- WHAT IS REQUIRED
All lines in the records below that hold "dead" are to be shown.

- SUPPLIED DATA
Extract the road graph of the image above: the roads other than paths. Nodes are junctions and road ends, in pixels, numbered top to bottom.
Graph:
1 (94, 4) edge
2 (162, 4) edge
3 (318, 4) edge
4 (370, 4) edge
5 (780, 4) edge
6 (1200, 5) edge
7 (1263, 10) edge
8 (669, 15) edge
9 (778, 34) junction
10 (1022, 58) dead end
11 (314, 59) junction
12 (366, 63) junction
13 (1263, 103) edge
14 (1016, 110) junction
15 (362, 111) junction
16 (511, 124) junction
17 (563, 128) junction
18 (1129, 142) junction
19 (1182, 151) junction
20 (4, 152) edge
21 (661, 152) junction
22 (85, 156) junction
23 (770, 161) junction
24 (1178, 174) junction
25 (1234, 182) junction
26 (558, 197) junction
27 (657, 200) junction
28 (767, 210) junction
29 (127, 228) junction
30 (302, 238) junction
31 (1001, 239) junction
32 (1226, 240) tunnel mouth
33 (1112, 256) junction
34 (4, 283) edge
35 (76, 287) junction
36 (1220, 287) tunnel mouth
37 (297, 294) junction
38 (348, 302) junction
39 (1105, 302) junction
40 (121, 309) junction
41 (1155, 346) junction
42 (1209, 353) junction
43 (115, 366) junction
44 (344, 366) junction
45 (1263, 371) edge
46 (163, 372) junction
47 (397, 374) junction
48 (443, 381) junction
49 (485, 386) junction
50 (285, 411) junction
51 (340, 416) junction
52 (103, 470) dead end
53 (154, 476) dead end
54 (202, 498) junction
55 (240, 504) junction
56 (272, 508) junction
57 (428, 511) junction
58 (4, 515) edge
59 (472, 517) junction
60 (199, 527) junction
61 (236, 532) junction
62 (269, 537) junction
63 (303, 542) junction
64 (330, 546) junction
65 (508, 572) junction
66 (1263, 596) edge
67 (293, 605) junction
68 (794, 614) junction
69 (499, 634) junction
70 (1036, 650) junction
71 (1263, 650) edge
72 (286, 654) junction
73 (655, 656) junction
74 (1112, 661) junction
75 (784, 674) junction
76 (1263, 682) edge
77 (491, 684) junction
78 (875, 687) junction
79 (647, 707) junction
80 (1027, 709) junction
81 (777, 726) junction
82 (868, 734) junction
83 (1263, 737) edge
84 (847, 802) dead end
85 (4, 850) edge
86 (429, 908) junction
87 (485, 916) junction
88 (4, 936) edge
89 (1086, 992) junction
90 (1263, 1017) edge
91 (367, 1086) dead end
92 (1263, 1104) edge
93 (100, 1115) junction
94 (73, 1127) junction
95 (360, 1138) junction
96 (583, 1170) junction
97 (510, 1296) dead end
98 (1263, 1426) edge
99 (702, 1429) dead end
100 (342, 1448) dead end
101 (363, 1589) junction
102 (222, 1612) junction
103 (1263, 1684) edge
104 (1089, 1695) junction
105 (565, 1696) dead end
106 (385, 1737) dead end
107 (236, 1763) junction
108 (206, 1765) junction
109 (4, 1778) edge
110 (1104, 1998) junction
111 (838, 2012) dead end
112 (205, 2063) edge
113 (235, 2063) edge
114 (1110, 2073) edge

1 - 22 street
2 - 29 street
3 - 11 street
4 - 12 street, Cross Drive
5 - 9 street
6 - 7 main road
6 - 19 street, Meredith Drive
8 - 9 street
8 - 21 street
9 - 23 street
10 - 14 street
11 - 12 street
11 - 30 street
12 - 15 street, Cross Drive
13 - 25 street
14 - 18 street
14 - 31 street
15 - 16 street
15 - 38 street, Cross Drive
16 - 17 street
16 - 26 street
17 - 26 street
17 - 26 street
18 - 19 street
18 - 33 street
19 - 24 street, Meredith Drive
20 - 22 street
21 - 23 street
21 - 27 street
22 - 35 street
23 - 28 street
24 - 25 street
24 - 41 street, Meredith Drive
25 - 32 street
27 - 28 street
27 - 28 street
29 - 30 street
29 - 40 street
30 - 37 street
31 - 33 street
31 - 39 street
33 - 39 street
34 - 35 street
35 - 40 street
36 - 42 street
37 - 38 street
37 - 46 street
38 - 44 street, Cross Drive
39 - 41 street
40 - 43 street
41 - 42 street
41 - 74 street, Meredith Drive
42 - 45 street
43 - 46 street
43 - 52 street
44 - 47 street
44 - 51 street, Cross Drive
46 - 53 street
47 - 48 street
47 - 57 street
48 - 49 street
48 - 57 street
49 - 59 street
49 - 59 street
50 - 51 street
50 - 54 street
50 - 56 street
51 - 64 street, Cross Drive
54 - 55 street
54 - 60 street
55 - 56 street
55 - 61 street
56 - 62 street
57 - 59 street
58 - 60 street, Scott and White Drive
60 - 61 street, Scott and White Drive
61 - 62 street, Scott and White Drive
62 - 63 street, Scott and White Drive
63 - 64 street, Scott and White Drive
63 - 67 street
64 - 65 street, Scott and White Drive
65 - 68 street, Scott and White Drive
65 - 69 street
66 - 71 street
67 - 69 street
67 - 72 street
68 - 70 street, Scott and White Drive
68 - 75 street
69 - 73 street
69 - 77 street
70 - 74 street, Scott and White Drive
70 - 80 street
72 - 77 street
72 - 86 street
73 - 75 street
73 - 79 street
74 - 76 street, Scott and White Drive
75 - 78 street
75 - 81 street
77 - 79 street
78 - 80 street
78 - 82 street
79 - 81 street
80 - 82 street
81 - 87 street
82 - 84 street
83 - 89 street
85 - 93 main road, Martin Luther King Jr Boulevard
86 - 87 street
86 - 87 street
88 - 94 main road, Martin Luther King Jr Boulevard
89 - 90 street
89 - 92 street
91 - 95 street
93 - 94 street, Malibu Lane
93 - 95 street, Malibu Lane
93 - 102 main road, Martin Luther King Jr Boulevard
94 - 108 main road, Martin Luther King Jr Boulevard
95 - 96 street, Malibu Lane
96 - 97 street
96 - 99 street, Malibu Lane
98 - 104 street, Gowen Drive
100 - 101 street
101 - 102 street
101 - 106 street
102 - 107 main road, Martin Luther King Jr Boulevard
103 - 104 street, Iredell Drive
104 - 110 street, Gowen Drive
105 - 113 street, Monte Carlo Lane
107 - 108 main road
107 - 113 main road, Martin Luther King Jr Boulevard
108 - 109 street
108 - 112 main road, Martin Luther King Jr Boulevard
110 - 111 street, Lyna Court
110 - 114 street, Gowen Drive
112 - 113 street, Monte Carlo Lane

- YOUR RESPONSE
10 (1022, 58) dead end
52 (103, 470) dead end
53 (154, 476) dead end
84 (847, 802) dead end
91 (367, 1086) dead end
97 (510, 1296) dead end
99 (702, 1429) dead end
100 (342, 1448) dead end
105 (565, 1696) dead end
106 (385, 1737) dead end
111 (838, 2012) dead end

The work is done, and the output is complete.